I bent closer and realized where the reek of stale booze was coming from: out of the juices that were seeping from our plastics bin.
“What the devil?” I asked.
Shirl said thoughtfully, “If vitamins can do that to plastic, what do you suppose they do to Butchie’s insides?”
“It isn’t the vitamins. I know that much.” I reached in and hooked the handle of what had been a milk jug, gallon size. It was high-density polythene and about 400 percent more indestructible than Mount Rushmore. It was exactly the kind of plastic jug that people who loved buzzards better than babies have been complaining about finding bobbing around the surf of their favorite bathing beaches, all the world over.
Indestructible or not, it was about 90 percent destroyed. What I pulled out was a handle and part of a neck.

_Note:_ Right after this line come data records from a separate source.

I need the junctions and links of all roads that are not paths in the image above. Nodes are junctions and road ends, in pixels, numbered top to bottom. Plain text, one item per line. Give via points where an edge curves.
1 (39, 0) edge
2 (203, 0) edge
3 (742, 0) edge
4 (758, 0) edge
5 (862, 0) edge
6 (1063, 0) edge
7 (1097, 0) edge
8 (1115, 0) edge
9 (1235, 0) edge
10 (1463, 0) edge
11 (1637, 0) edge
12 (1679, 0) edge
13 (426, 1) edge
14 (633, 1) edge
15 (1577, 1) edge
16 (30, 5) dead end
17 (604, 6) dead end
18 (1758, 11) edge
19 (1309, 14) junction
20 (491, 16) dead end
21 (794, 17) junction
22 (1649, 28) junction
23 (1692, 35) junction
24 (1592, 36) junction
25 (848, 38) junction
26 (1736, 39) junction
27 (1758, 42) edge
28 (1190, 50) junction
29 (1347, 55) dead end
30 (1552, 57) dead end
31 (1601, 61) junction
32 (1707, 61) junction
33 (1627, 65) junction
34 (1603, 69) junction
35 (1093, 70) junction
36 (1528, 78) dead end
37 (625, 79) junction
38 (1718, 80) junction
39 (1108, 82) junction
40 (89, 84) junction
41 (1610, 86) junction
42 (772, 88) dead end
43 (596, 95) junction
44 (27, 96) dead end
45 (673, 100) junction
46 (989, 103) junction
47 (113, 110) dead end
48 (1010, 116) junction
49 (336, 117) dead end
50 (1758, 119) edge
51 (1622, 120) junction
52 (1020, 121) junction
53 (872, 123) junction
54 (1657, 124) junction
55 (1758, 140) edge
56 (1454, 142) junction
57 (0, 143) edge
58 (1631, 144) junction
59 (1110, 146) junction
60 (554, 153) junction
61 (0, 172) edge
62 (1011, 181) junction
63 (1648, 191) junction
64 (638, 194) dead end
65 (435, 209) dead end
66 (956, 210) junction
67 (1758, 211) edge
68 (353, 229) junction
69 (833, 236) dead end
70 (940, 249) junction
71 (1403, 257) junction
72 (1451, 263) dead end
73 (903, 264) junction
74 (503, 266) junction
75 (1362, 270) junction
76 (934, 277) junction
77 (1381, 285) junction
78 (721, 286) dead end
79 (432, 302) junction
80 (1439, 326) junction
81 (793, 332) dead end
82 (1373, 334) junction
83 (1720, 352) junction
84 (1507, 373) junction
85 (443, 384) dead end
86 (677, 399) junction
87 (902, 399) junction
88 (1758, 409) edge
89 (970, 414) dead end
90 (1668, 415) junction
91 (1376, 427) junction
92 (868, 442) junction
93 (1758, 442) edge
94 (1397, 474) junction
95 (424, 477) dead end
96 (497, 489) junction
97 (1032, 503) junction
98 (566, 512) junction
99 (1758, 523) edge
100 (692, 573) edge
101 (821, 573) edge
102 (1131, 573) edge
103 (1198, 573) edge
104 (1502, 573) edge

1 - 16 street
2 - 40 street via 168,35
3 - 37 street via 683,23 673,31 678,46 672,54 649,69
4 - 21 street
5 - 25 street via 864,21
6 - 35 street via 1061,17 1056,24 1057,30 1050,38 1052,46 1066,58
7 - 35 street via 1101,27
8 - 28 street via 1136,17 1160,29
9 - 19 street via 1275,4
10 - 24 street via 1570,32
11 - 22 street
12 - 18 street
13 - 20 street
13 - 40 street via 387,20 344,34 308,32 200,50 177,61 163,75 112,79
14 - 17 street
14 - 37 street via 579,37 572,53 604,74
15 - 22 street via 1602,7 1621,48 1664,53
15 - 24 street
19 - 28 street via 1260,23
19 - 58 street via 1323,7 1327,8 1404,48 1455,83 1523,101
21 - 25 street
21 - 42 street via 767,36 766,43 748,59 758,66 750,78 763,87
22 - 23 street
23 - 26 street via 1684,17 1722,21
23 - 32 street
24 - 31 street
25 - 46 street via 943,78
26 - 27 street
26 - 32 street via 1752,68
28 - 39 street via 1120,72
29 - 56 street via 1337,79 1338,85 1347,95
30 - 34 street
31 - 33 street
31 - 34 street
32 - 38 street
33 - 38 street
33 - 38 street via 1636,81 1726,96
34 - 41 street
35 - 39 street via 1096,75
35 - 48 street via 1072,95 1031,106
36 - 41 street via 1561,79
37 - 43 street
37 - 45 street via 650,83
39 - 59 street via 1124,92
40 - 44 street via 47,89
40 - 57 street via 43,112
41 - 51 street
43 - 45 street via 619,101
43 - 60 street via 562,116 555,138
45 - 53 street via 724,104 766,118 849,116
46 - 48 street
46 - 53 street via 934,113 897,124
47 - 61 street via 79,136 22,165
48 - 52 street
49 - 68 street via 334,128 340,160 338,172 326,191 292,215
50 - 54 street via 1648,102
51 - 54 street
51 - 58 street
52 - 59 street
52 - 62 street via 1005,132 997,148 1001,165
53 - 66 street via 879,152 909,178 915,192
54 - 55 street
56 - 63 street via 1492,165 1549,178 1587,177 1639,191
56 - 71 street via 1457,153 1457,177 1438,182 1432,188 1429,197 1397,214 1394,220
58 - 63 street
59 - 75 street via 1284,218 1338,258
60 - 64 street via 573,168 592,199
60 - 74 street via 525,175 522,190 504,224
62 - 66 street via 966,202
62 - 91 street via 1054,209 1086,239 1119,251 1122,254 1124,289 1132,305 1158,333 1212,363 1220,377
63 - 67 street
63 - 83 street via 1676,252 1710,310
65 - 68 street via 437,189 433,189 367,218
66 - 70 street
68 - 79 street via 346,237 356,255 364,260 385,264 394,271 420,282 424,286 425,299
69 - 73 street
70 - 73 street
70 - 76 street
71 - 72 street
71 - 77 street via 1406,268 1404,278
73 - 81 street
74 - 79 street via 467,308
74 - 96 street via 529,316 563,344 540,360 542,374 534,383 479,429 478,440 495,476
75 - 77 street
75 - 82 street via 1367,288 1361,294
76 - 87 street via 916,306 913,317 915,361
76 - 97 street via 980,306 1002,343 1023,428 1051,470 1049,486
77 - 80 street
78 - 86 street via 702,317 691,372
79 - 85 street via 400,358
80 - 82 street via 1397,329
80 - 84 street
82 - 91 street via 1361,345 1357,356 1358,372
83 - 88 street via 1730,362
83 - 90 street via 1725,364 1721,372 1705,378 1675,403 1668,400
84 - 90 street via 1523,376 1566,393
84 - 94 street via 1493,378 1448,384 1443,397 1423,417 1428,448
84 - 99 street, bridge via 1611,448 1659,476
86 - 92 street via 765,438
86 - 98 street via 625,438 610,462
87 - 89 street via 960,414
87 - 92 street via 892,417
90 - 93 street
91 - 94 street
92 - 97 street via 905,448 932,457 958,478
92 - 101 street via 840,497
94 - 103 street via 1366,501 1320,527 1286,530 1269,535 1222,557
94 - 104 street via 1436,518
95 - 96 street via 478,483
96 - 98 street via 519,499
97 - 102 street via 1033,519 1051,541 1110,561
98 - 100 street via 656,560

The rest drizzled off into a substance very like the stuff I had shaved with. Only that was soap, which one expects to dissolve from time to time. High-density polythene one does not.
The fruit flies were buzzing around me, and everything was very confusing. I was hardly aware that the front doorbell had rung until I noticed that Shirl had gone to answer it.
What made me fully aware of this was Mr. Bermingham’s triumphant roar: “Thought I’d find you here, Dupoir! And who are these people-your confederates?”
Bermingham had no terrors for me. I was past that point. I said, “Hello, Mr. Bermingham. This confederate is my wife, the littler one here is my son. Shirl, Butchie-Mr. Bermingham. Mr. Bermingham’s the one who is going to take away our house.”
Shirl said politely, “You must be tired, Mr. Bermingham. I’ll get you a cup of coffee.”
Garigolli to Home Base
Chief,
I admit it, we’ve excreted this one out beyond redemption. Don’t bother to reply to this. Just write us off.